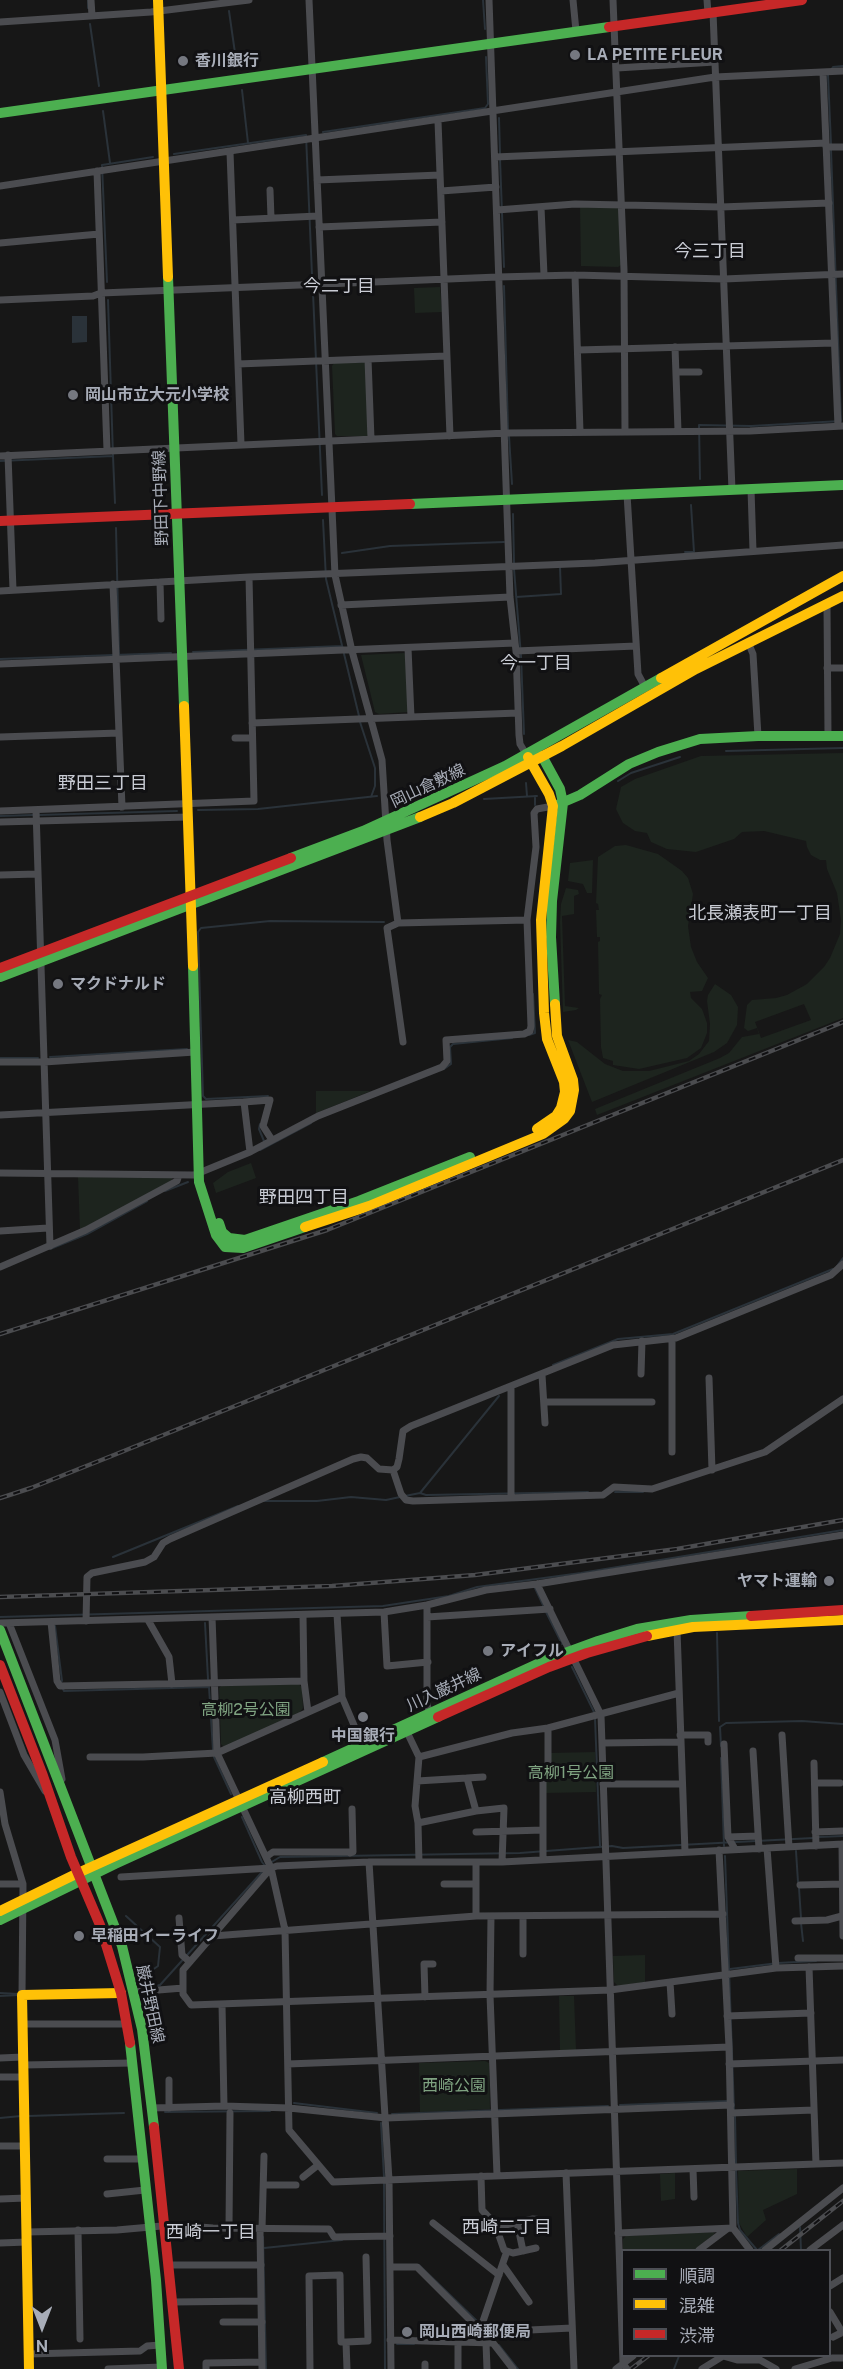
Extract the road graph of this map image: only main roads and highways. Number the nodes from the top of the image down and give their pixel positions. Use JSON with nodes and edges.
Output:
{"nodes":[{"id":1,"x":158,"y":0,"type":"edge"},
{"id":2,"x":802,"y":0,"type":"edge"},
{"id":3,"x":160,"y":89,"type":"junction"},
{"id":4,"x":0,"y":113,"type":"edge"},
{"id":5,"x":843,"y":485,"type":"edge"},
{"id":6,"x":177,"y":513,"type":"junction"},
{"id":7,"x":5,"y":520,"type":"edge"},
{"id":8,"x":843,"y":576,"type":"edge"},
{"id":9,"x":843,"y":596,"type":"edge"},
{"id":10,"x":843,"y":736,"type":"edge"},
{"id":11,"x":542,"y":756,"type":"junction"},
{"id":12,"x":529,"y":758,"type":"junction"},
{"id":13,"x":558,"y":804,"type":"junction"},
{"id":14,"x":191,"y":901,"type":"junction"},
{"id":15,"x":40,"y":957,"type":"junction"},
{"id":16,"x":0,"y":968,"type":"edge"},
{"id":17,"x":0,"y":977,"type":"edge"},
{"id":18,"x":843,"y":1610,"type":"edge"},
{"id":19,"x":843,"y":1620,"type":"edge"},
{"id":20,"x":4,"y":1626,"type":"edge"},
{"id":21,"x":572,"y":1654,"type":"junction"},
{"id":22,"x":0,"y":1665,"type":"edge"},
{"id":23,"x":241,"y":1804,"type":"junction"},
{"id":24,"x":93,"y":1871,"type":"junction"},
{"id":25,"x":80,"y":1877,"type":"junction"},
{"id":26,"x":23,"y":1903,"type":"junction"},
{"id":27,"x":0,"y":1911,"type":"edge"},
{"id":28,"x":0,"y":1920,"type":"edge"},
{"id":29,"x":121,"y":1993,"type":"junction"},
{"id":30,"x":162,"y":2368,"type":"edge"},
{"id":31,"x":29,"y":2369,"type":"edge"},
{"id":32,"x":179,"y":2369,"type":"edge"}],
"edges":[{"from":1,"to":3,"type":"main road","name":"野田下中野線"},
{"from":2,"to":3,"type":"main road"},
{"from":3,"to":4,"type":"main road"},
{"from":3,"to":6,"type":"main road","name":"野田下中野線"},
{"from":5,"to":6,"type":"main road"},
{"from":6,"to":7,"type":"main road"},
{"from":6,"to":14,"type":"main road","name":"野田下中野線"},
{"from":8,"to":12,"type":"main road","name":"岡山倉敷線"},
{"from":9,"to":11,"type":"main road"},
{"from":10,"to":13,"type":"main road"},
{"from":11,"to":12,"type":"main road"},
{"from":11,"to":13,"type":"main road"},
{"from":12,"to":13,"type":"main road"},
{"from":12,"to":14,"type":"main road","name":"岡山倉敷線"},
{"from":13,"to":14,"type":"main road","name":"野田下中野線"},
{"from":14,"to":15,"type":"main road","name":"岡山倉敷線"},
{"from":15,"to":16,"type":"main road","name":"岡山倉敷線"},
{"from":15,"to":17,"type":"main road","name":"岡山倉敷線"},
{"from":18,"to":21,"type":"main road","name":"川入巌井線"},
{"from":19,"to":21,"type":"main road","name":"川入巌井線"},
{"from":20,"to":24,"type":"main road","name":"巌井野田線"},
{"from":21,"to":23,"type":"main road","name":"川入巌井線"},
{"from":21,"to":23,"type":"main road","name":"川入巌井線"},
{"from":22,"to":25,"type":"main road","name":"巌井野田線"},
{"from":23,"to":24,"type":"main road","name":"川入巌井線"},
{"from":24,"to":25,"type":"main road","name":"川入巌井線"},
{"from":24,"to":32,"type":"main road","name":"巌井野田線"},
{"from":25,"to":26,"type":"main road","name":"川入巌井線"},
{"from":25,"to":29,"type":"main road","name":"巌井野田線"},
{"from":26,"to":27,"type":"main road"},
{"from":26,"to":28,"type":"main road"},
{"from":29,"to":30,"type":"main road","name":"巌井野田線"},
{"from":29,"to":31,"type":"main road","name":"巌井野田線"}]}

——

> _TASK TO CARRY OUT_
Count the lines in the records above that contain the word "nodes", and reply with only that number.

> _RESPONSE AREA_
2